In my recent work,it is about algebraic semantics.I want to expression an new operation of elements in a set in Isabelle, and the elements is very complex. This operation is an extension of the binary operation. and this binary operation have finished by locale easily. such as :a⊕b=c
locale Probjia = Prob + Prep + fixes probjiao :: "'b ⇒ 'b ⇒ 'b" (infixl "⊕" 90)
BUT,i do not know how to expression this operation of elements in a set. Tips: i do not know how many elements in this set.
I hope, ⊕A, A={a,b,c,d,......}, then ⊕A = a⊕b⊕c⊕d......
Can anyone give me some advises ? or some example i can learn by myself. My English is not very good, hope to express clearly.
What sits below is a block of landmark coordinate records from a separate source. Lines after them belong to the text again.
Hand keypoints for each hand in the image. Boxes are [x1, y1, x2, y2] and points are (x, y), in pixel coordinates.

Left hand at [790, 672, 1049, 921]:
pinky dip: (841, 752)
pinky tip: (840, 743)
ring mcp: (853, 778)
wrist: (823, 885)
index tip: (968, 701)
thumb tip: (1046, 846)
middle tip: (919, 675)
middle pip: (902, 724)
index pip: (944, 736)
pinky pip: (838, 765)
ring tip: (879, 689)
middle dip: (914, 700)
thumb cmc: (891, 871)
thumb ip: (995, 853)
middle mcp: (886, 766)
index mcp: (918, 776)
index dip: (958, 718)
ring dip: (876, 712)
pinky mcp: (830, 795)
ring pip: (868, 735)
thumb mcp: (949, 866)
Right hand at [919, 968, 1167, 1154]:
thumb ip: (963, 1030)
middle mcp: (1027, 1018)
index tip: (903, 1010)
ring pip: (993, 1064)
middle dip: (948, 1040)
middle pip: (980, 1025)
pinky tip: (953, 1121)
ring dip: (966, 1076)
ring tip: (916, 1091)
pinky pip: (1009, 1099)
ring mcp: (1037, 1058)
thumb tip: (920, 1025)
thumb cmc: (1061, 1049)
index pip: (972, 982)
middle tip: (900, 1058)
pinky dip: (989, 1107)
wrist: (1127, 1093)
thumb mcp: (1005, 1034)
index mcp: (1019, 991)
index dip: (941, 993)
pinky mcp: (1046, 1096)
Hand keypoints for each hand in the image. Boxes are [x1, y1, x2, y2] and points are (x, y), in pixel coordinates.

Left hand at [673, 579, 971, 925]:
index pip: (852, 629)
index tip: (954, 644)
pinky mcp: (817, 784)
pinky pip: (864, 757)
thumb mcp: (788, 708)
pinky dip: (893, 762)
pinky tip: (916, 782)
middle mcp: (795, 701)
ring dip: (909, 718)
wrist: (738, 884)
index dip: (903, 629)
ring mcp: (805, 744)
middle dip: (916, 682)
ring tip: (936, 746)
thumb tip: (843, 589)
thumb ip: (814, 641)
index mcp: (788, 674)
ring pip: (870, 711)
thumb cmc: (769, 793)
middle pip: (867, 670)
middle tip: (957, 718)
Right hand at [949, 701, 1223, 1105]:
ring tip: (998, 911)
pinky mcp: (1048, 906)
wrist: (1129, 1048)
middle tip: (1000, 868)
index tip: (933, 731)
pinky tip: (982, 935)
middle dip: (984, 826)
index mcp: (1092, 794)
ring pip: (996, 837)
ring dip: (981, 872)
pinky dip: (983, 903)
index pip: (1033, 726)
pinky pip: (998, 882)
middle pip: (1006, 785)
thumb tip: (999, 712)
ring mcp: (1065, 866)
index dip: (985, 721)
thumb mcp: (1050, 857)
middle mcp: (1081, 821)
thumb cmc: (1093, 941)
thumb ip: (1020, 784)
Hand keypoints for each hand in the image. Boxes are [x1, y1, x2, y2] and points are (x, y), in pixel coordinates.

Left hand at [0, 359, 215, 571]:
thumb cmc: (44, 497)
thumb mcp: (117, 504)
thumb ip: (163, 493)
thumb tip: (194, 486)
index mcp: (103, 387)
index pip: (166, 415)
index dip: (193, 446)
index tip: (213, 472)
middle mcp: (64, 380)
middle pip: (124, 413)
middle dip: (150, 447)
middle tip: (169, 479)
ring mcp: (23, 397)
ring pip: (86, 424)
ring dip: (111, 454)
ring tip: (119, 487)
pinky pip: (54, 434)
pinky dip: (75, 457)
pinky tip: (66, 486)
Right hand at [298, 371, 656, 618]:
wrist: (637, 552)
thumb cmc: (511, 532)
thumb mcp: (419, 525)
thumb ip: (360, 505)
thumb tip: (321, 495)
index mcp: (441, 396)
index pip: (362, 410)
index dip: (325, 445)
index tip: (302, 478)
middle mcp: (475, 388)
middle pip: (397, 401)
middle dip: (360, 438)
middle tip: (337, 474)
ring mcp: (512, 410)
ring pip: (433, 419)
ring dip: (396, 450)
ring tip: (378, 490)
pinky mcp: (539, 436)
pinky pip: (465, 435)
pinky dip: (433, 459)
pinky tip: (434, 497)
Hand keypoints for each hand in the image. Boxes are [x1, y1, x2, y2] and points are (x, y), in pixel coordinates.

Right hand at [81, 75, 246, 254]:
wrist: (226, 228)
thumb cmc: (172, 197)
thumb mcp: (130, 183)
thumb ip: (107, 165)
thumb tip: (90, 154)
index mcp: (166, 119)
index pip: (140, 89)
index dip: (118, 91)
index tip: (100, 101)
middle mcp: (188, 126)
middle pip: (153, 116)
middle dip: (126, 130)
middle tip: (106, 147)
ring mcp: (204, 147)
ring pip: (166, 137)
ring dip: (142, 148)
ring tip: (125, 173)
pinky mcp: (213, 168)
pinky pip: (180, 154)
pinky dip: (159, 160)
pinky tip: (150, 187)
A commutative monoid operation can be lifted to finite sets using the operator F in the locale comm_monoid_set. You need a monoid such that the empty set can be represented as the neutral element. I recommend that you have a look how the pre-defined functions sum and prod are defined (enter term "sum" and and Ctrl-Click on sum to get to the definition). In your case, you probably want to declare a sublocale relationship:
context Probjia begin
sublocale probjiao: comm_monoid_set probjiao neutral_element_for_probjiao
defines Probjiao = probjiao.F
where neutral_element_for_probjiao is the neutral element for your operation. After you've finished the proof, Probjiao then is the lifted version of your operator.